Lower bound (LB) = given value − half unit. The LB is included: the true value can equal the LB.
Upper bound (UB) = given value + half unit. The UB is NOT included: the true value can get arbitrarily close to it but not reach it (otherwise it would round UP to the next number). In AI SL exams we just write the UB number.
Inequality form: LB ≤ true value < UB. Sometimes written using the variable name, e.g. 5.65 ≤ L < 5.75.
For s.f. or “nearest unit”: identify the rounding unit first. 230 (2 s.f.) → nearest 10, so unit = 10, half-unit = 5. 4500 (nearest 100) → unit = 100, half-unit = 50.
Combining bounds — sums: max sum = UB₁ + UB₂; min sum = LB₁ + LB₂. (Both extremes work in your favour.)
Combining bounds — differences: max difference = UB₁ − LB₂; min difference = LB₁ − UB₂. (Bounds work AGAINST each other — counterintuitive!)
Combining bounds — products / quotients: for positive quantities — max product = UB×UB, min product = LB×LB; max quotient = UB ÷ LB, min quotient = LB ÷ UB.

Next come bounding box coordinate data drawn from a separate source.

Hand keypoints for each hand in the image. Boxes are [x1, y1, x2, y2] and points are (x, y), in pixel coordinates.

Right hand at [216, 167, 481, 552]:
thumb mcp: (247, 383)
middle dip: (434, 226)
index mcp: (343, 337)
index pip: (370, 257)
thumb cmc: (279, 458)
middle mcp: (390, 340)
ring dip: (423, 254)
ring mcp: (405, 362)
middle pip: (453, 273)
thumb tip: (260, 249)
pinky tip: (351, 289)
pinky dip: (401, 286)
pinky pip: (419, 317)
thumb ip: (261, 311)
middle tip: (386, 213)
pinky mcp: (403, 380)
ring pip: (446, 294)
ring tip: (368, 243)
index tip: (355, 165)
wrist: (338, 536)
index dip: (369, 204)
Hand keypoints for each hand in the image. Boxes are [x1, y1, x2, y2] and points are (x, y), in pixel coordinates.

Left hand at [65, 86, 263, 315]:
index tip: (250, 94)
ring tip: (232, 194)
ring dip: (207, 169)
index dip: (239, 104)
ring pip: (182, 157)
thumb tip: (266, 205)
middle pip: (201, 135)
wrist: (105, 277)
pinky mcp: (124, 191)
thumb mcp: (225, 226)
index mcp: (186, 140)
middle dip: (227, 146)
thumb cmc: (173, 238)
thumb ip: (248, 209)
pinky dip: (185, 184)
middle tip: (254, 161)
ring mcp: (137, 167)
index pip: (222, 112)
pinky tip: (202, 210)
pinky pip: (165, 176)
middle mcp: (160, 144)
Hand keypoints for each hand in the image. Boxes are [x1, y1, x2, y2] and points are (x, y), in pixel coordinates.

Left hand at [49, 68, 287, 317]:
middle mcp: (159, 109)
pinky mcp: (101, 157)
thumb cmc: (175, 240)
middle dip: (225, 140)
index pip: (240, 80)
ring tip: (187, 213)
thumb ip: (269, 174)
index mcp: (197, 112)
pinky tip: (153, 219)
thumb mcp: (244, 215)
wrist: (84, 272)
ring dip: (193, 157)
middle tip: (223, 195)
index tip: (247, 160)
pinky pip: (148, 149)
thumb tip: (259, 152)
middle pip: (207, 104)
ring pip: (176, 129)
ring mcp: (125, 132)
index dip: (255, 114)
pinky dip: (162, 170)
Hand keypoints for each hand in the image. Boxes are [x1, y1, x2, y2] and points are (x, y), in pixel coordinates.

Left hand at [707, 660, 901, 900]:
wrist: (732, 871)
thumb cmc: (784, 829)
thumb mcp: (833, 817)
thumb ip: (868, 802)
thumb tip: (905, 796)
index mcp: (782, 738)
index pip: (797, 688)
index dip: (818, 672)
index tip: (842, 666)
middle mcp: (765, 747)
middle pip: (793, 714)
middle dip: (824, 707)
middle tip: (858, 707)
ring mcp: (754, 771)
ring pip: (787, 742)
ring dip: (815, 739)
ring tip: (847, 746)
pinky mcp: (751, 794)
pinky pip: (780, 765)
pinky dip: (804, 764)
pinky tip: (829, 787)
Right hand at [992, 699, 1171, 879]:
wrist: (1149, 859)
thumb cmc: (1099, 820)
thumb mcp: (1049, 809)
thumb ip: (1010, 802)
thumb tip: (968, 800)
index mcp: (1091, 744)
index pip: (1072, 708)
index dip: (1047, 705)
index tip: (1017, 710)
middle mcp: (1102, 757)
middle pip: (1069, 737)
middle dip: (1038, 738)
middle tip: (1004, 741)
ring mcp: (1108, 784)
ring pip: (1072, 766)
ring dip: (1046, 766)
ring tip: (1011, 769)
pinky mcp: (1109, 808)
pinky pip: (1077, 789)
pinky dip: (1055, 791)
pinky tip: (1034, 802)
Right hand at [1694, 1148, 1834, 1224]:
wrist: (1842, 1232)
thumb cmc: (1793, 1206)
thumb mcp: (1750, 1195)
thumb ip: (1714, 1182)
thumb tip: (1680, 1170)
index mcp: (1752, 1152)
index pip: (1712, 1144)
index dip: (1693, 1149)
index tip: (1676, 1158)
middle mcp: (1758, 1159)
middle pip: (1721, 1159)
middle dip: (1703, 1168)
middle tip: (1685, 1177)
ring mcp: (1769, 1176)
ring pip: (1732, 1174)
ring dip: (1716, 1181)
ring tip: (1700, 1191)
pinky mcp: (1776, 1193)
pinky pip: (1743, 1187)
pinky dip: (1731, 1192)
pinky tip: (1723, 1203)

What are upper and lower bounds?

When a number has been rounded, you only know the rounded answer — not the original. The original could have been any value that would round to what you were told. The full range of possible “originals” is the interval from the lower bound to the upper bound.

The half-unit rule LB = value − unit2 · UB = value + unit2

Any true value in the teal interval would round to 5.7. The LB (5.65) is included — anything exactly 5.65 would round UP to 5.7. The UB (5.75) is NOT included — anything 5.75 or above rounds UP to 5.8.

Same idea for any accuracy. Just identify the rounding unit first, then take half of it. A few quick examples:

3.14 to 2 d.p. → unit = 0.01, half-unit = 0.005 → bounds: 3.135 to 3.145
67 to nearest whole → unit = 1, half-unit = 0.5 → bounds: 66.5 to 67.5
2300 to 2 s.f. → unit = 100, half-unit = 50 → bounds: 2250 to 2350

Combining bounds — sums, differences, products

When two rounded quantities are combined, the answer has its own bounds. The trick is figuring out which combination gives you the biggest possible answer and which gives the smallest. For sums and products it’s intuitive; for differences and quotients it’s not — bounds work AGAINST each other.

Operation	Max possible	Min possible
Sum (a + b)	UB_a + UB_b	LB_a + LB_b
Difference (a − b)	UB_a − LB_b	LB_a − UB_b
Product (a × b)	UB_a × UB_b	LB_a × LB_b
Quotient (a ÷ b)	UB_a ÷ LB_b	LB_a ÷ UB_b

Why differences flip: to make a − b as BIG as possible, you want a as big as it can be AND b as small as it can be. So max difference uses UB_a and LB_b. Same logic for quotient: to make a ÷ b biggest, make the top big AND the bottom small. (All assuming positive numbers — which AI SL problems usually are.)

🧭 Recipe — finding bounds of any combined quantity

Find the rounding unit for each given value: look at the last accurate digit. 1 d.p. → unit 0.1; 2 d.p. → 0.01; “nearest 10” → 10; 3 s.f. on 470 → 1.
Calculate the LB and UB for each value: value ± half-unit. Write them out clearly.
Identify the operation: is it a sum, difference, product, or quotient? This decides which bounds you combine.
Apply the right combination: from the table above. For max difference take UB − LB; for min difference take LB − UB.
Round only at the END: keep full precision in working, then round your final UB and LB to a sensible accuracy (often matching the given values’ accuracy).

Worked examples

WE 1

Basic bounds from 1 decimal place

The length of a pencil is measured as 5.7 cm to 1 decimal place. Find the lower and upper bounds, and write the bounds as an inequality.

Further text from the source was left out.